07 – Distribution Diagnostics

📘 RIDE User Manual – Panel 7: Statistical Data Exploration

📊 Purpose of the Panel

The Distribution Diagnostics Panel allows users to: - Understand data shape via skewness and kurtosis - Test for normality with Q-Q plots and statistical tests - Detect outliers using the IQR method

This is crucial for identifying data anomalies, choosing suitable transformations, and selecting proper machine learning models.

Recommended Reading

Blog: The Q-Q Plot: What It Means and How to Interpret It
Blog: Understanding QQ Plots
Blog: Kurtosis
Blog: Measures of Kurtosis and Skewness
Blog: Right Skewed vs.
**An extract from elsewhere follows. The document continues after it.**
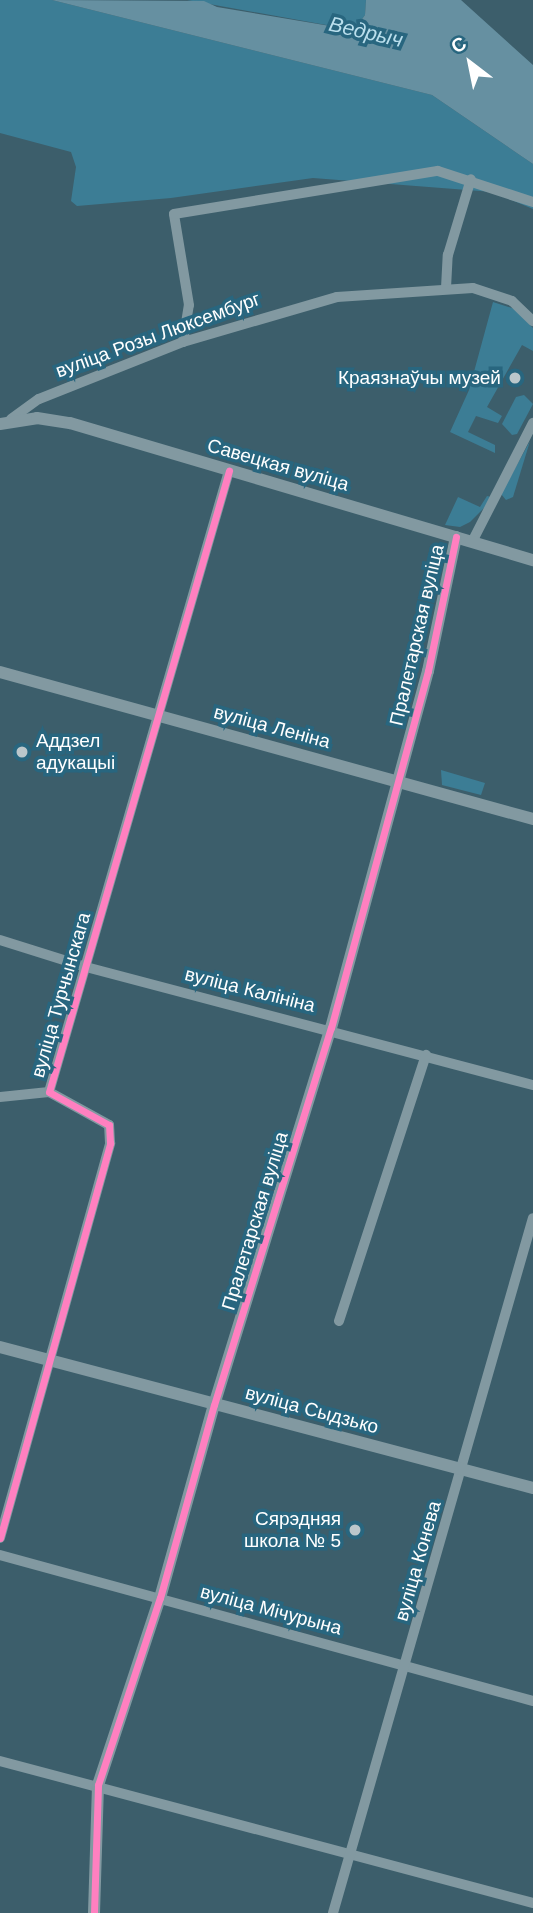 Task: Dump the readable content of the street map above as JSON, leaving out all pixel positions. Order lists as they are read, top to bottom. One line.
{"streets":{"street":["вуліца Розы Люксембург","Савецкая вуліца","Пралетарская вуліца","вуліца Леніна","вуліца Калініна","вуліца Турчынскага","вуліца Сыдзько","вуліца Конева","вуліца Мічурына"]},"crossings":[["вуліца Розы Люксембург","Савецкая вуліца"],["Савецкая вуліца","Пралетарская вуліца"],["Савецкая вуліца","вуліца Турчынскага"],["Пралетарская вуліца","вуліца Леніна"],["Пралетарская вуліца","вуліца Калініна"],["Пралетарская вуліца","вуліца Сыдзько"],["Пралетарская вуліца","вуліца Мічурына"],["вуліца Леніна","вуліца Турчынскага"],["вуліца Калініна","вуліца Турчынскага"],["вуліца Турчынскага","вуліца Сыдзько"],["вуліца Сыдзько","вуліца Конева"],["вуліца Конева","вуліца Мічурына"]],"water":["Ведрыч"],"places":["Краязнаўчы музей","Аддзел адукацыі","Сярэдняя школа № 5"],"north":"top left"}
Left Skewed Distribution
Blog: The Complete Guide to Skewness and Kurtosis
Blog: What Is an Outlier?
Blog: What are outliers in the data?
Blog: What Are Outliers in Data Sciences?

🧭 User Workflow

Upload Dataset
Choose from:
- Initial DataFrame
- After Missing Value Imputation
- After Feature Encoding
- After Feature Scaling
Navigate the Tabs:
- 📊 Distribution & Q-Q Plots: Visualize histograms + Q-Q plots, run normality tests.
- 🏔️ Kurtosis: Check how “peaked” or “flat” distributions are.
- ↗️ Skewness: Explore asymmetry in distributions.
- 🔍 Outliers: Detect extreme values using IQR logic.
Interactive Visuals:
- Select numeric features.
- Compare histograms and Q-Q plots.
- Get metric summaries and AI insights.

💻 Features Breakdown

Feature	Description
Data Source Selection	Choose which version of dataset to analyze.
Distribution Analysis	Histogram + KDE + Q-Q Plot.
Statistical Tests	Shapiro-Wilk, Kolmogorov-Smirnov, Anderson-Darling.
Skewness Panel	Visual and numeric skewness for all columns.
Kurtosis Panel	Measures tailedness; interprets platykurtic vs leptokurtic.
Outlier Detection	Uses IQR method; gives upper/lower bounds, values, and percentage.
AI Explanation	GPT-generated summaries for kurtosis and skewness.

🔍 What Each Technique Tells You

🟩 Skewness

Type	Interpretation	When It Matters
= 0	Symmetric distribution (Normal)	Good baseline for modeling
> 0	Right-skewed (long right tail)	Log transformation may help
< 0	Left-skewed (long left tail)	Square-root or Box-Cox might help

🟪 Kurtosis

Type	Interpretation	When It Matters
≈ 0	Normal-tailed (mesokurtic)	Safe for most parametric tests
> 0	Heavy-tailed (leptokurtic)	Higher chance of outliers
< 0	Light-tailed (platykurtic)	More uniform, less prone to extremes

🟥 Q-Q Plot

Compares quantiles of sample distribution to a normal distribution.
S-shaped curve: Skewed data.
Straight line: Normal distribution.

🟨 Statistical Tests for Normality

Test	Description	When It’s Used
Shapiro-Wilk	Most powerful for n < 5000	Small to medium datasets
Kolmogorov-Smirnov	Compares empirical vs normal distribution (uses μ and σ from data)	For larger datasets
Anderson-Darling	Strong test across all sizes	Offers critical value comparison

Shapiro-Wilk Test: Wikipedia
Shapiro-Wilk Test: An Introduction to the Shapiro-Wilk Test for Normality
Kolmogorov-Smirnov: Wikipedia
Kolmogorov-Smirnov: Interpreting results: Kolmogorov-Smirnov test
Anderson-Darling Test: Wikipedia
Anderson-Darling Test: A Complete Guide to the Anderson-Darling Normality Test

🧮 Outlier Detection (IQR Method)

IQR = Q3 - Q1
Outliers:
- Below: Q1 − 1.5 × IQR
- Above: Q3 + 1.5 × IQR
Users can tune k (IQR multiplier) to make detection more or less sensitive.